Não bastasse o aumento de preços dos alimentos, da gasolina e do gás de botijão neste início de ano, agora as contas de luz também poderão ficar mais salgadas a partir de maio.
Diante do baixo nível dos reservatórios hidrelétricos, após um período chuvoso que ficou aquém da média histórica, especialistas acreditam que a Aneel (Agência Nacional de Energia Elétrica) pode acionar a bandeira vermelha 1 já no próximo mês.
A medida acrescenta um custo de R$ 4,169 a cada 100 kWh (quilowatt-hora) consumidos. Com isso, alguns economistas têm ajustado para cima suas expectativas para o IPCA (Índice Nacional de Preços ao Consumidor Amplo) em maio.
Até março, o índice oficial de inflação do país acumula alta de 6,10% em 12 meses, acima da meta de inflação para este ano, que é de 3,75%. O dado de abril será divulgado pelo IBGE (Instituto Brasileiro de Geografia e Estatística) no dia 11 de maio.
Há quem acredite que a bandeira em maio possa ainda continuar no patamar amarelo (com cobrança adicional de R$ 1,343 a cada 100 kWh). Mas mesmo esses mais otimistas avaliam que o país não escapará da bandeira vermelha nos meses seguintes, até dezembro.
Criado em 2015, o sistema de bandeiras tarifárias das contas de luz é uma forma de sinalizar para os consumidores que os reservatórios hidrelétricos estão em baixa e que está sendo necessário o acionamento de usinas termelétricas, que produzem energia mais cara.
É uma maneira de estimular o consumidor a economizar, em momentos em que a energia hidrelétrica – que representa cerca de 65% da capacidade de geração de eletricidade no Brasil – está mais escassa, devido à falta de chuvas.
A Aneel divulga a bandeira das contas de luz que irá vigorar em maio nesta sexta-feira (30).
Reservatórios em baixa
“A previsão para maio é que a gente vá ter bandeira vermelha patamar 1”, afirma Cristopher Vlavianos, presidente da comercializadora Comerc Energia.
As comercializadoras são empresas que compram energia dos geradores e vendem aos consumidores livres, que são aqueles que não são atendidos pelas distribuidoras, como indústrias de vários segmentos, grandes comércios, shoppings, hospitais, supermercados, agronegócio etc.
Como trabalham com compra e venda de energia, as comercializadoras acompanham muito de perto as flutuações de preço e as condições de geração do setor elétrico.
“O nível dos reservatórios está mais baixo do que em outros anos”, diz Vlavianos. “No dia 29 de abril do ano passado, o reservatório do sistema interligado estava em 59,47% da capacidade.

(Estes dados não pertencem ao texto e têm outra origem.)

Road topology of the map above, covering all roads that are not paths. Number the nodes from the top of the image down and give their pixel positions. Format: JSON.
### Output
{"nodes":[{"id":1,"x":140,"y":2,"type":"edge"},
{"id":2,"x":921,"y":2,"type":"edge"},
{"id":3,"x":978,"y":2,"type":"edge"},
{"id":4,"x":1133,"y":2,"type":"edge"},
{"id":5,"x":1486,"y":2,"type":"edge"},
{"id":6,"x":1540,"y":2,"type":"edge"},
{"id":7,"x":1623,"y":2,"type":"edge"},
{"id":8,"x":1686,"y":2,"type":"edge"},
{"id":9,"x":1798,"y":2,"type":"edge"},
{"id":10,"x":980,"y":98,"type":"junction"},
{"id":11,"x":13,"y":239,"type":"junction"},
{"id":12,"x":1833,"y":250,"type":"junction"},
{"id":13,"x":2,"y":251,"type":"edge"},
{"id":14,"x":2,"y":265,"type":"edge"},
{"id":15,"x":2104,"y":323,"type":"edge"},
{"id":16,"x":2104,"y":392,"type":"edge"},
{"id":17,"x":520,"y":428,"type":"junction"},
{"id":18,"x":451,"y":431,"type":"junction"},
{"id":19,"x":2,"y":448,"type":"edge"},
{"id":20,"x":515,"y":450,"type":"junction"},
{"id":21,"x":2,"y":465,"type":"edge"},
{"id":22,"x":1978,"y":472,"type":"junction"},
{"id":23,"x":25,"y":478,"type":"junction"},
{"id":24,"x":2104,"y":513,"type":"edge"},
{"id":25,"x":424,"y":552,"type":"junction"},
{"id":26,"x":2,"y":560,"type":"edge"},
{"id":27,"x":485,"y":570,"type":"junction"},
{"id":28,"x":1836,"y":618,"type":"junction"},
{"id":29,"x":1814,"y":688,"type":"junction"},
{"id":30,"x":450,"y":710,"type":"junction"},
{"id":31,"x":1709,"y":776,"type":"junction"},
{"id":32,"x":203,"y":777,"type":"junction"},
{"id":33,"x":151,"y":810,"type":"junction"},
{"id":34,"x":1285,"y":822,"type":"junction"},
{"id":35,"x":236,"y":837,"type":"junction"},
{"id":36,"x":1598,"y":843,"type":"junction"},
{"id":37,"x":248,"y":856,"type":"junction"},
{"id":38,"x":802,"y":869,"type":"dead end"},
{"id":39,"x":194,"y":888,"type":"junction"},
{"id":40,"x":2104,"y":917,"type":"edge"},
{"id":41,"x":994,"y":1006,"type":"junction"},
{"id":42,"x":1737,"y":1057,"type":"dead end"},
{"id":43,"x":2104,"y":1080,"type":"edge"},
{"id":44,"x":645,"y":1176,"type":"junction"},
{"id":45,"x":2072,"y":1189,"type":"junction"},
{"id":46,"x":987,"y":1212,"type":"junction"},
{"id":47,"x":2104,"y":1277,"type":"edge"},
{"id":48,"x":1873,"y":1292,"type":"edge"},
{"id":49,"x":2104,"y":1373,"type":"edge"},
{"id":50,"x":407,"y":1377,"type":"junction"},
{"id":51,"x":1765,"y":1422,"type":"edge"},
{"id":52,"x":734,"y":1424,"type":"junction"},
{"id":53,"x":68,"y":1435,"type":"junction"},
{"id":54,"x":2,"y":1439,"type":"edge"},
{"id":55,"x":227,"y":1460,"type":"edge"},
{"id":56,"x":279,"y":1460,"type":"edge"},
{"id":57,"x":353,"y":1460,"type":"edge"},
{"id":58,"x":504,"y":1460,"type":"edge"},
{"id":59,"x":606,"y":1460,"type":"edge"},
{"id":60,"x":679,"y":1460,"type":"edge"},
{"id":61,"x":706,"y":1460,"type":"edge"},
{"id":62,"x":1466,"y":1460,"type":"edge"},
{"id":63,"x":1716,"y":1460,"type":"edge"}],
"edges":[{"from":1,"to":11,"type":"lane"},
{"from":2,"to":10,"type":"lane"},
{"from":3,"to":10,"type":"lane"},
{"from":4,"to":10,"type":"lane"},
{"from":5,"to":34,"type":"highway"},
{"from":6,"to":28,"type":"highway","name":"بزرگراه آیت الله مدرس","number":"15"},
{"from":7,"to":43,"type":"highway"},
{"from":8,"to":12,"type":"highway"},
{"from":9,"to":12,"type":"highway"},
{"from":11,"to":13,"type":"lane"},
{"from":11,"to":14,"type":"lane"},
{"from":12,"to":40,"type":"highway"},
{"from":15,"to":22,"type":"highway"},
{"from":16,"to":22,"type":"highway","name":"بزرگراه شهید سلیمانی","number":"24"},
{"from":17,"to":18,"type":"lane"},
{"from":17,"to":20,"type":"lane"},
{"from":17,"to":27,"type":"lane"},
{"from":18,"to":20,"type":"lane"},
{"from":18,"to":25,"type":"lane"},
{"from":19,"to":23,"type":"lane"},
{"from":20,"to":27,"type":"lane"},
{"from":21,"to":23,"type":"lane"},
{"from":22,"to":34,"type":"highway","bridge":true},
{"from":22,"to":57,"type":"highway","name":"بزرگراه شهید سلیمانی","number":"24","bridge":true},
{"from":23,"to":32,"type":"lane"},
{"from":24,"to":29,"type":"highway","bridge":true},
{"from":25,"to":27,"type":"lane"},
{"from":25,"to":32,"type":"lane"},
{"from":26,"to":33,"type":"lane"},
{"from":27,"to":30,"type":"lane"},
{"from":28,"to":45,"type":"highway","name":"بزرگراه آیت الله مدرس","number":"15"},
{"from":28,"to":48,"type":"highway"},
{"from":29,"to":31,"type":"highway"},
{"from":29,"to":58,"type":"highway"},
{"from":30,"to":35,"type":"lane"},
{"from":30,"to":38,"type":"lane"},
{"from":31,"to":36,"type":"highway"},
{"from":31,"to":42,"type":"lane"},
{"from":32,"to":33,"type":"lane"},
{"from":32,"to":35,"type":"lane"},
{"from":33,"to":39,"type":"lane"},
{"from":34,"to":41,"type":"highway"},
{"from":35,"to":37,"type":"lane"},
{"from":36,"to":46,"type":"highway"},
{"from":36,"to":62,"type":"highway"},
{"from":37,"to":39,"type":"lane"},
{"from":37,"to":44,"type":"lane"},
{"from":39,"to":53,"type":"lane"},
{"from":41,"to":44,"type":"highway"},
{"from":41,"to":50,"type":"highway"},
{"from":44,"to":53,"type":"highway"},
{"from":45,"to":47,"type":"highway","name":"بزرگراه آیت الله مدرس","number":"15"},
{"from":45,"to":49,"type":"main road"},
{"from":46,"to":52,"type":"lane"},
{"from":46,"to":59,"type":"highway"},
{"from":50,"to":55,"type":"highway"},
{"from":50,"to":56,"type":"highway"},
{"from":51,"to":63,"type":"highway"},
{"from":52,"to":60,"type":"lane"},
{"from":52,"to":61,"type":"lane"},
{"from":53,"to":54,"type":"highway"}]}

Hoje [28/04], ele está em 44,81%.”
O Sistema Interligado Nacional é o sistema de produção e transmissão de energia elétrica do Brasil. Ele é composto por quatro subsistemas (Sul, Sudeste/Centro-Oeste, Nordeste e a maior parte da região Norte), conectados entre si, o que permite mandar energia de um para outro, aproveitando os diferentes regimes de chuva e de vazão dos rios do país.
Maior uso de termelétricas
Gustavo Carvalho, gerente de preços e estudos de mercado da Thymos Energia, afirma que o modelo da consultoria também aponta para bandeira vermelha patamar 1 em maio.
“O Brasil é um país de matriz elétrica predominantemente hidráulica e o despacho [acionamento] das usinas é realizado de maneira centralizada”, explica.
“O ONS [Operador Nacional do Sistema Elétrico] executa um modelo de otimização para ver o quanto de térmica e de hidrelétricas precisam ser despachadas, de forma a atender a demanda prevista, tentando preservar o nível dos reservatórios, para ter a melhor operação possível em termos de custos e segurança do sistema.”
“O que a gente vem observando, de um tempo para cá, é que o comportamento hidrológico do país tem mudado bastante e nenhuma das usinas hidrelétricas tem gerado bem”, observa o gerente da Thymos.
“Qual é o impacto disso e por que isso tem a ver com as bandeiras da conta de luz? É que, quanto menos hidrelétrica gerar, mais térmica eu vou ter que usar para complementar e as térmicas vão sendo acionadas gradativamente, das mais baratas para as mais caras.”
Bandeiras suspensas em 2020
Além desse problema estrutural, de uma mudança do regime de chuvas do país que tem sido observada nos últimos 10 a 15 anos, há um outro fator de curto prazo que contribuiu para o baixo nível dos reservatórios, observa Étore Sanchez, economista-chefe da gestora Ativa Investimentos.
No ano passado, entre maio e novembro, a Aneel suspendeu o acionamento das bandeiras tarifárias, deixando as contas sem sobretaxas, como uma forma de aliviar os gastos dos consumidores em meio à pandemia da covid-19.